(Dataset excerpts)
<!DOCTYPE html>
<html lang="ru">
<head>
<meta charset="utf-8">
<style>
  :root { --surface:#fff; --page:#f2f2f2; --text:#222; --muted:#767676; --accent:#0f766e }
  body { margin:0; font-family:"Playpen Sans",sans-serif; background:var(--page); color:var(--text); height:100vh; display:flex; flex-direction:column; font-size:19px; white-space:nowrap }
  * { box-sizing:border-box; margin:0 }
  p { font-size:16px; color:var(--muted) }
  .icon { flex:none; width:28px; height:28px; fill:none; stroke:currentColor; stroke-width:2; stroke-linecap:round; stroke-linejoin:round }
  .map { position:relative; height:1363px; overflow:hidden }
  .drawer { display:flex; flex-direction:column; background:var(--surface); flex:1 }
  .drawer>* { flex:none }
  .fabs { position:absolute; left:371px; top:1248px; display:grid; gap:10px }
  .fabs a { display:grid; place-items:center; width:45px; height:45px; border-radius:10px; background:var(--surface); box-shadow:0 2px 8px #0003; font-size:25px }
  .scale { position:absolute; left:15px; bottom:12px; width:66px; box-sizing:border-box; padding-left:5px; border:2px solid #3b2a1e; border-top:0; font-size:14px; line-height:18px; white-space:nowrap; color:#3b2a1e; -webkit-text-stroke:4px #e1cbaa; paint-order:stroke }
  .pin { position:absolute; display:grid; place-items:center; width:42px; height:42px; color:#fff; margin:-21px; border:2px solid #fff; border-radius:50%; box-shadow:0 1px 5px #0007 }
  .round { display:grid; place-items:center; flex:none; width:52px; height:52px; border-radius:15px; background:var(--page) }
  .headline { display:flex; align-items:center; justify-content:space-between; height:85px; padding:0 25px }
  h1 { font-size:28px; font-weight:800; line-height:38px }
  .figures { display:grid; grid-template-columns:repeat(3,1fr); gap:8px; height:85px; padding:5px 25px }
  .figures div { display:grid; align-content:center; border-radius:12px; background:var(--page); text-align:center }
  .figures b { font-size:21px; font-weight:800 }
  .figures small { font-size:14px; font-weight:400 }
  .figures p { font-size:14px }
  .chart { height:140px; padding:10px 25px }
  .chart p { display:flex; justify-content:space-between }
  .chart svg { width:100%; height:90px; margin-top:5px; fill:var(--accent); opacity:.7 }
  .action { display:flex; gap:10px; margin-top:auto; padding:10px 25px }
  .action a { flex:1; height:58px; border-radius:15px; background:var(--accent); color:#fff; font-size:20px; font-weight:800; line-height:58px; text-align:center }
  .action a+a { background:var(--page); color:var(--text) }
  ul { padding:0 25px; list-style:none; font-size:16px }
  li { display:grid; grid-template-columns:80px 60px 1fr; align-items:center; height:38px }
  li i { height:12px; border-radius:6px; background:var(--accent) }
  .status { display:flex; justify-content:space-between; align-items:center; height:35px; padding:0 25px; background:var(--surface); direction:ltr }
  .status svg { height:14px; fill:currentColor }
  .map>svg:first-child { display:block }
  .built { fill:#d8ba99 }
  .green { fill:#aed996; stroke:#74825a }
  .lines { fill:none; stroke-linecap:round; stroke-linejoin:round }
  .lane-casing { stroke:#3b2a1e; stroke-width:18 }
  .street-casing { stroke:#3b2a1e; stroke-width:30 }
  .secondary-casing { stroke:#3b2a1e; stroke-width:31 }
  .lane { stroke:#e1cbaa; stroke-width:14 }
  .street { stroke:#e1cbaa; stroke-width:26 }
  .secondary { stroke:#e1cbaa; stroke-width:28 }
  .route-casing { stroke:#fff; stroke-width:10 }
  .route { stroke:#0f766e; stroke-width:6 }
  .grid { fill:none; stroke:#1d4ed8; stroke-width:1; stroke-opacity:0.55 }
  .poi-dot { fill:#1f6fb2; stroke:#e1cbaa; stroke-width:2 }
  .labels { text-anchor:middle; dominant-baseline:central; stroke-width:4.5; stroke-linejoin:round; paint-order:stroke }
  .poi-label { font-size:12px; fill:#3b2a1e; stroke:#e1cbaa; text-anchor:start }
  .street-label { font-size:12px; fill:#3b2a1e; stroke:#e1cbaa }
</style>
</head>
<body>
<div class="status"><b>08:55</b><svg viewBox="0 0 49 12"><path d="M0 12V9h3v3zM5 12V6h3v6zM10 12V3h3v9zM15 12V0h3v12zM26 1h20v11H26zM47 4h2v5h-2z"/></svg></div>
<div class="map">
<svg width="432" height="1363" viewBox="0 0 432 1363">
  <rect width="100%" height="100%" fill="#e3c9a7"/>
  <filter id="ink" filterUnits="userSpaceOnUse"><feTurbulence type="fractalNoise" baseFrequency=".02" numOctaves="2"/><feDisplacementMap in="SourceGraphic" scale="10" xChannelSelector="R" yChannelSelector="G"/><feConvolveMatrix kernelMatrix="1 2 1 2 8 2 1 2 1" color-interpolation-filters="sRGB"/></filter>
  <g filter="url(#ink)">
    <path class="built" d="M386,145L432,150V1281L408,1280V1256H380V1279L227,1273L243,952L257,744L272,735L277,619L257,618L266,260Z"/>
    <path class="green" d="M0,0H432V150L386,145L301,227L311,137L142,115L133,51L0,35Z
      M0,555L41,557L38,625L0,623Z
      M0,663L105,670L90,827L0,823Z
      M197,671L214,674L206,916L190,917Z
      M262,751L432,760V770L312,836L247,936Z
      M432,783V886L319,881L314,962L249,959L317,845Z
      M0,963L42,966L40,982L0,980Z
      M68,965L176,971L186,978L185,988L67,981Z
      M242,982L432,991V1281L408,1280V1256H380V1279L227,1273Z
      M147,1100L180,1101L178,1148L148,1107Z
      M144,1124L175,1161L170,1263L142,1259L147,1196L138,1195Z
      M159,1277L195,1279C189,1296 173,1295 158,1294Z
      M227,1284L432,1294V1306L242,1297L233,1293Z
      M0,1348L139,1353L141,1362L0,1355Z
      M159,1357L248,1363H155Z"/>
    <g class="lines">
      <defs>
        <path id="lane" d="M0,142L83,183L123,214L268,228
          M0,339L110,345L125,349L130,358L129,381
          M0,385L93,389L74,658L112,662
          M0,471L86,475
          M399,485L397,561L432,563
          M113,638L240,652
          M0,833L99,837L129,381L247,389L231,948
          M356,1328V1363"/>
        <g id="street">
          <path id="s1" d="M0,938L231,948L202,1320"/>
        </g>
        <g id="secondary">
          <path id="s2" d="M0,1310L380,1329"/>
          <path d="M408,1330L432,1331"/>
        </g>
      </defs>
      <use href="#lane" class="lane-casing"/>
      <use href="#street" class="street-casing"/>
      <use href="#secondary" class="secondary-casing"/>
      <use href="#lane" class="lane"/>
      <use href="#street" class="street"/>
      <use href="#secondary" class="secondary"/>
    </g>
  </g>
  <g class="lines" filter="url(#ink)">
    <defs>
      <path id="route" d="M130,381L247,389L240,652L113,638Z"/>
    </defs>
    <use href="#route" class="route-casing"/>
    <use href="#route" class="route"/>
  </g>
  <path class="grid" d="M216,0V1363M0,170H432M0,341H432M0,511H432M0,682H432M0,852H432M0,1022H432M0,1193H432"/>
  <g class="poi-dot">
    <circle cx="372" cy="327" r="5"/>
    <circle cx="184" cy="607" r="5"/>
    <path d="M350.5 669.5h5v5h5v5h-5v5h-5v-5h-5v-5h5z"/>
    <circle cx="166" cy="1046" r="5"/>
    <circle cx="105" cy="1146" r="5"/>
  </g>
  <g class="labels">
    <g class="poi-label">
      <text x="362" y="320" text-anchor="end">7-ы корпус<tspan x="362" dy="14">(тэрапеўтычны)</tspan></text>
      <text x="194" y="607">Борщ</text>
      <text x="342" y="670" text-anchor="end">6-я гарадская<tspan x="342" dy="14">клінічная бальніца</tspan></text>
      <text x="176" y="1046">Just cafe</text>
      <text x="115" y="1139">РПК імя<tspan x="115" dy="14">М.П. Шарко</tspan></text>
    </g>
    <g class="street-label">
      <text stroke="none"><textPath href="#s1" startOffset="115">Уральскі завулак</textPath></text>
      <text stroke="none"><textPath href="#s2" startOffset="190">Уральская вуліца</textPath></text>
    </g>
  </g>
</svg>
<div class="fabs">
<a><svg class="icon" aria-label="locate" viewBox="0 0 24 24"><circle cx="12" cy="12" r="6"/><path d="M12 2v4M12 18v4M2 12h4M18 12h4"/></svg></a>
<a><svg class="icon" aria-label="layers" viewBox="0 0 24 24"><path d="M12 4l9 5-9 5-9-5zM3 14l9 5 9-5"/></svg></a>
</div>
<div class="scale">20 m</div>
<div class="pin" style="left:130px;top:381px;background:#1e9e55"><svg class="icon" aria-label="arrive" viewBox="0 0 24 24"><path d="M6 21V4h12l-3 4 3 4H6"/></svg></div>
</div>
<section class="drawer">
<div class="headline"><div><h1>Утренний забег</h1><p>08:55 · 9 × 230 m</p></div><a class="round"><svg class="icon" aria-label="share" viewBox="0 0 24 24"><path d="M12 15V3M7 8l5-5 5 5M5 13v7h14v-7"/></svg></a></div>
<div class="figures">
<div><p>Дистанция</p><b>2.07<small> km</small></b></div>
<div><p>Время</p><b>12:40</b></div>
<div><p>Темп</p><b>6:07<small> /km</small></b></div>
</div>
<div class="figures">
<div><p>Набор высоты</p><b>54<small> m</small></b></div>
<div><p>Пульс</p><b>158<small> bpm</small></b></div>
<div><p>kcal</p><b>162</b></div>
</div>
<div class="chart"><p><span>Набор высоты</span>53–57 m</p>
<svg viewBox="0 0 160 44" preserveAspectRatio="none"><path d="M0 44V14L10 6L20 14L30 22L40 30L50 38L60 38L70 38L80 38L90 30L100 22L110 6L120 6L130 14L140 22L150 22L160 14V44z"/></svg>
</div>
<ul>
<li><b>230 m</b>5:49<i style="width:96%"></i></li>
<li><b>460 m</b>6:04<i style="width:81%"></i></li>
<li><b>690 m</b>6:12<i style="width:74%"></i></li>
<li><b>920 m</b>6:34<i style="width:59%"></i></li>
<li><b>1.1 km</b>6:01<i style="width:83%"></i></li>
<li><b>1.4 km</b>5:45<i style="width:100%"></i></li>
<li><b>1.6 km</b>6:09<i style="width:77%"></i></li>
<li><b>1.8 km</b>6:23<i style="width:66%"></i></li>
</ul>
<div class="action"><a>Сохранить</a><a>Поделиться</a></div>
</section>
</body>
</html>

Task to complete
Copy the lines from the entries above in which the word "tspan" appears.

Written answer
      <text x="362" y="320" text-anchor="end">7-ы корпус<tspan x="362" dy="14">(тэрапеўтычны)</tspan></text>
      <text x="342" y="670" text-anchor="end">6-я гарадская<tspan x="342" dy="14">клінічная бальніца</tspan></text>
      <text x="115" y="1139">РПК імя<tspan x="115" dy="14">М.П. Шарко</tspan></text>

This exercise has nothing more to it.